I am using the following Nearest Neighbor Query in PostGIS :
SELECT g1.gid g2.gid FROM points as g1, polygons g2
WHERE g1.gid <> g2.gid
ORDER BY g1.gid, ST_Distance(g1.the_geom,g2.the_geom)
LIMIT k;
Now, that I have created indexes on the_geom as well as gid column on both the tables, this query is taking much more time than other spatial queries involving spatial joins b/w two tables.
Is there any better way to find K-nearest neighbors? I am using PostGIS.
And, another query which is taking a unusually long time despite creating indexes on geometry column is:
select g1.gid , g2.gid from polygons as g1 , polygons as g2
where st_area(g1.the_geom) > st_area(g2.the_geom) ;
I believe, these queries arent benefited by gist indexes, but why?
Whereas this query:
select a.polyid , sum(length(b.the_geom)) from polygon as a , roads as b
where st_intersects(a.the_geom , b.the_geom);
returns result after some time despite involving "roads" table which is much bigger than polygons or points table and also involve more complex spatial operators.
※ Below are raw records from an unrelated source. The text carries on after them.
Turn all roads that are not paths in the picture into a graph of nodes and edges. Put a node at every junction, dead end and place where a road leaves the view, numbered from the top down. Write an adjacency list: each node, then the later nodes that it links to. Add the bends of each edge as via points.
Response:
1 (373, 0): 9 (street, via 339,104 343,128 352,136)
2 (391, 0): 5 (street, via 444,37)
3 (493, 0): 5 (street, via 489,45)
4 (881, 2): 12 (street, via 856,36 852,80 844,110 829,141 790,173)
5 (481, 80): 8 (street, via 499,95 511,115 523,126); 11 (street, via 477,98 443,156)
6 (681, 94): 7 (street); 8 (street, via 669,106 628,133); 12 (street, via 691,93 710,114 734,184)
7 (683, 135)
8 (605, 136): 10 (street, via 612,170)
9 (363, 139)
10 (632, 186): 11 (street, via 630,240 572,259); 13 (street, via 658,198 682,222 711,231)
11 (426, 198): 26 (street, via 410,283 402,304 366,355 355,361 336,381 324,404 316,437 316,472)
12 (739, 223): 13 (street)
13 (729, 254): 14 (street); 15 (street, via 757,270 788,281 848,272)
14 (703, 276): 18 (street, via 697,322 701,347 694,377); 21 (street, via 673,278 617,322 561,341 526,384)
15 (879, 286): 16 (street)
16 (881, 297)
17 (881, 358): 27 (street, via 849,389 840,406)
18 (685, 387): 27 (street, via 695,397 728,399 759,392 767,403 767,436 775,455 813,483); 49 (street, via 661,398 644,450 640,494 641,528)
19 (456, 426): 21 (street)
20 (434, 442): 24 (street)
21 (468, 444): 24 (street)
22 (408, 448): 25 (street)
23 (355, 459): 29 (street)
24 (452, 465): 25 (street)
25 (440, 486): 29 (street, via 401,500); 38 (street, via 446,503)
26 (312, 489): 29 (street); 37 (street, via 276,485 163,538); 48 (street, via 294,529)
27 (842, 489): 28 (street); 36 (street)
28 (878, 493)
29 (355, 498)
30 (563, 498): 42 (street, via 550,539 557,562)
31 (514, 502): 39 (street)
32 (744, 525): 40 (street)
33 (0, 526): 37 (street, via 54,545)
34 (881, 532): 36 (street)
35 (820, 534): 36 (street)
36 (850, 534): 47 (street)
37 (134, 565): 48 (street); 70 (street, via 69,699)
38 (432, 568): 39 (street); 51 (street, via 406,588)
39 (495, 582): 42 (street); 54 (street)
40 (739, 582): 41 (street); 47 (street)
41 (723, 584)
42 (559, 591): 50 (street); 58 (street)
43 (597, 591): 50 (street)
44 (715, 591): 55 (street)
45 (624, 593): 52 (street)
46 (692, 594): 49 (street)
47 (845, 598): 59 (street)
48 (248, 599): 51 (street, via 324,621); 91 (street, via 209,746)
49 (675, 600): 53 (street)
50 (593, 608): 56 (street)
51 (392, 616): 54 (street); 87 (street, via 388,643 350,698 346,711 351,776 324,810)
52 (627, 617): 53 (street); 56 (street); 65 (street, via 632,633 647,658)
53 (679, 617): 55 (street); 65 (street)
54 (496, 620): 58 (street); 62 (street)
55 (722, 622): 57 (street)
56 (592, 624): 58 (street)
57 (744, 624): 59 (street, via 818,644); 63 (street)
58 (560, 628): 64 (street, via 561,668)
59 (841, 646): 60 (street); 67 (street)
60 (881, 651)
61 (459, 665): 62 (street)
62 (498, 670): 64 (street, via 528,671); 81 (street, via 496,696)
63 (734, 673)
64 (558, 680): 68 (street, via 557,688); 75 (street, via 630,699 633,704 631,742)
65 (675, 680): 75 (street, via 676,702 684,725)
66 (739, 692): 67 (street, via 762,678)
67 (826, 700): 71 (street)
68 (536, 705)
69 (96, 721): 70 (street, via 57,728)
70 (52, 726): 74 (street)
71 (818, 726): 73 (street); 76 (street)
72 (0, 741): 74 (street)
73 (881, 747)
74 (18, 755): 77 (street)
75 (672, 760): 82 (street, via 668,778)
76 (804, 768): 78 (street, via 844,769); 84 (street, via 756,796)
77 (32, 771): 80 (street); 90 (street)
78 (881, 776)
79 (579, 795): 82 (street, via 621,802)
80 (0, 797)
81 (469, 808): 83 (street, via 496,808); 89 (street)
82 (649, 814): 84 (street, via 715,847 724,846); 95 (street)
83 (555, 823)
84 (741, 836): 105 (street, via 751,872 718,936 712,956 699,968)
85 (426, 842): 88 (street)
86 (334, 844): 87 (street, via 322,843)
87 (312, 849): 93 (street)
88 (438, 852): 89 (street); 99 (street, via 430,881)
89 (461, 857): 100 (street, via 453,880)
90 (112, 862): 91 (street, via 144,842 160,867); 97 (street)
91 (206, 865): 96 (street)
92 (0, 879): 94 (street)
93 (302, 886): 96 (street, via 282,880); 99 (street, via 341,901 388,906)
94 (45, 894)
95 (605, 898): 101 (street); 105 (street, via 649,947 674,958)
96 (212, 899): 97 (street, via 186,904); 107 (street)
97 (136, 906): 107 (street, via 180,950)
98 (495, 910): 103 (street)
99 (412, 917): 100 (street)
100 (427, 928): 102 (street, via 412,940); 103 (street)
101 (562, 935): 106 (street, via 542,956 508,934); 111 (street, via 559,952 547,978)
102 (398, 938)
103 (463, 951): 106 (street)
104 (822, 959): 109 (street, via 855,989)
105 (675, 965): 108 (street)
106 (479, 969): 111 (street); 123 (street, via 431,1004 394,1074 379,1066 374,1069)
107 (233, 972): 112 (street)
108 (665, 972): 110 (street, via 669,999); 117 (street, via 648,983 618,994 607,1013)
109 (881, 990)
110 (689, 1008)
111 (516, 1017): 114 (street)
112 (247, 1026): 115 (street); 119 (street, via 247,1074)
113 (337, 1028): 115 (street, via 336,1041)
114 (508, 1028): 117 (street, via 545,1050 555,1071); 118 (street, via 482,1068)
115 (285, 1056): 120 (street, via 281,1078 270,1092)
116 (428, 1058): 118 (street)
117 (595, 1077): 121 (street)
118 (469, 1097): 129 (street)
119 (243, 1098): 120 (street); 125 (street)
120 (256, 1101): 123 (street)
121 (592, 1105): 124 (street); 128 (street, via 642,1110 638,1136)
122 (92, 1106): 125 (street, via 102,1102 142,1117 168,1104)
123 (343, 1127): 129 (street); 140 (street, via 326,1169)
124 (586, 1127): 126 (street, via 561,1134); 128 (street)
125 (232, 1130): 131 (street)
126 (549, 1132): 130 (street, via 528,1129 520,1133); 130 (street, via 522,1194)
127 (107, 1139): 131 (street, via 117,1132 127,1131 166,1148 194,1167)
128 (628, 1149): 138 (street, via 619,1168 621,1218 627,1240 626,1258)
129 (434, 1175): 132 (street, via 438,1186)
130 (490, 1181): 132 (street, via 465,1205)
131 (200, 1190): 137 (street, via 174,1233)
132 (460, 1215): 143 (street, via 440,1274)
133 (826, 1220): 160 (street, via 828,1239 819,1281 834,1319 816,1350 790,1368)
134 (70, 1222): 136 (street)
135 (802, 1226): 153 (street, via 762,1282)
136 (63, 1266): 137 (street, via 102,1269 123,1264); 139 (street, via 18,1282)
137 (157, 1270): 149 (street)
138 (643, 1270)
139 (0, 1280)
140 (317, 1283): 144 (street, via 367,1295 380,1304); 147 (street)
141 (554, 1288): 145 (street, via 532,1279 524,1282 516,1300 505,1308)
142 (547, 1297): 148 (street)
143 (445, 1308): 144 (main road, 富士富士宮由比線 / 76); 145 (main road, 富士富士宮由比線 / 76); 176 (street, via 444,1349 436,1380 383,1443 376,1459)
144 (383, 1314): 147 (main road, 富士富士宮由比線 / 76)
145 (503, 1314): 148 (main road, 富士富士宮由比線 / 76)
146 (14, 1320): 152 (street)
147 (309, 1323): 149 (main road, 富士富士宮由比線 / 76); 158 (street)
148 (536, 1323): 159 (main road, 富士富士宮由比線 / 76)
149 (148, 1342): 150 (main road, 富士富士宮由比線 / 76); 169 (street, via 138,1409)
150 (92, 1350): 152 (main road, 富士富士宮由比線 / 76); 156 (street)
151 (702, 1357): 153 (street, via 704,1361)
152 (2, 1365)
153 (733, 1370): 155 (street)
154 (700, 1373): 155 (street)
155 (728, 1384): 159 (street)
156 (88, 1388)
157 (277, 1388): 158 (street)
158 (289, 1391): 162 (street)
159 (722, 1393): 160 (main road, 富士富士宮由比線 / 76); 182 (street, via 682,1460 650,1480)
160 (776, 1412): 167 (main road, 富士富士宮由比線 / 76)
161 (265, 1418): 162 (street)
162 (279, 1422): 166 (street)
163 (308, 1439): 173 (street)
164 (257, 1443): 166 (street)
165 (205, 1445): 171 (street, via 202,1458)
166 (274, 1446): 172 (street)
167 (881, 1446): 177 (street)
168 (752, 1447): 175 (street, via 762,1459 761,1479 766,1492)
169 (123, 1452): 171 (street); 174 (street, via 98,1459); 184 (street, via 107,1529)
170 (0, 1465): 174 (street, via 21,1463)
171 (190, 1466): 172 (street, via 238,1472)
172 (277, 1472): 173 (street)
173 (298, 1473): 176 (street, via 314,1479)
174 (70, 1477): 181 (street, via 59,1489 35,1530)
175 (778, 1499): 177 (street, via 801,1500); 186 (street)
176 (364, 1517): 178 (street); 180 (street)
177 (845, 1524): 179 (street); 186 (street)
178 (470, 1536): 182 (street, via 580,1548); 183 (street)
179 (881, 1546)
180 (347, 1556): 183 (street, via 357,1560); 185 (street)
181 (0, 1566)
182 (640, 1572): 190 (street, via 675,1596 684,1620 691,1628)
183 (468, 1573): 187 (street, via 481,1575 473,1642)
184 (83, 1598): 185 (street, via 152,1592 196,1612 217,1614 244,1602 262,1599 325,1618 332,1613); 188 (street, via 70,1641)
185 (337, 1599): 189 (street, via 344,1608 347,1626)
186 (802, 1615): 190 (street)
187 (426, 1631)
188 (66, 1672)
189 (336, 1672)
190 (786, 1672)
Since late September 2011, PostGIS has supported indexed nearest neighbor queries via a special operator(s) usable in the ORDER BY clause:
SELECT name, gid
FROM geonames
ORDER BY geom <-> st_setsrid(st_makepoint(-90,40),4326)
LIMIT 10;
...will return the 10 objects whose geom
is nearest -90,40
in a scalable way. A few more details (options and caveats) are in that announcement post and use of the <-> and the <#> operators is also now documented in the official PostGIS 2.0 reference. (The main difference between the two is that <->
compares the shape centroids and <#>
compares their boundaries — no difference for points, other shapes choose what is appropriate for your queries.)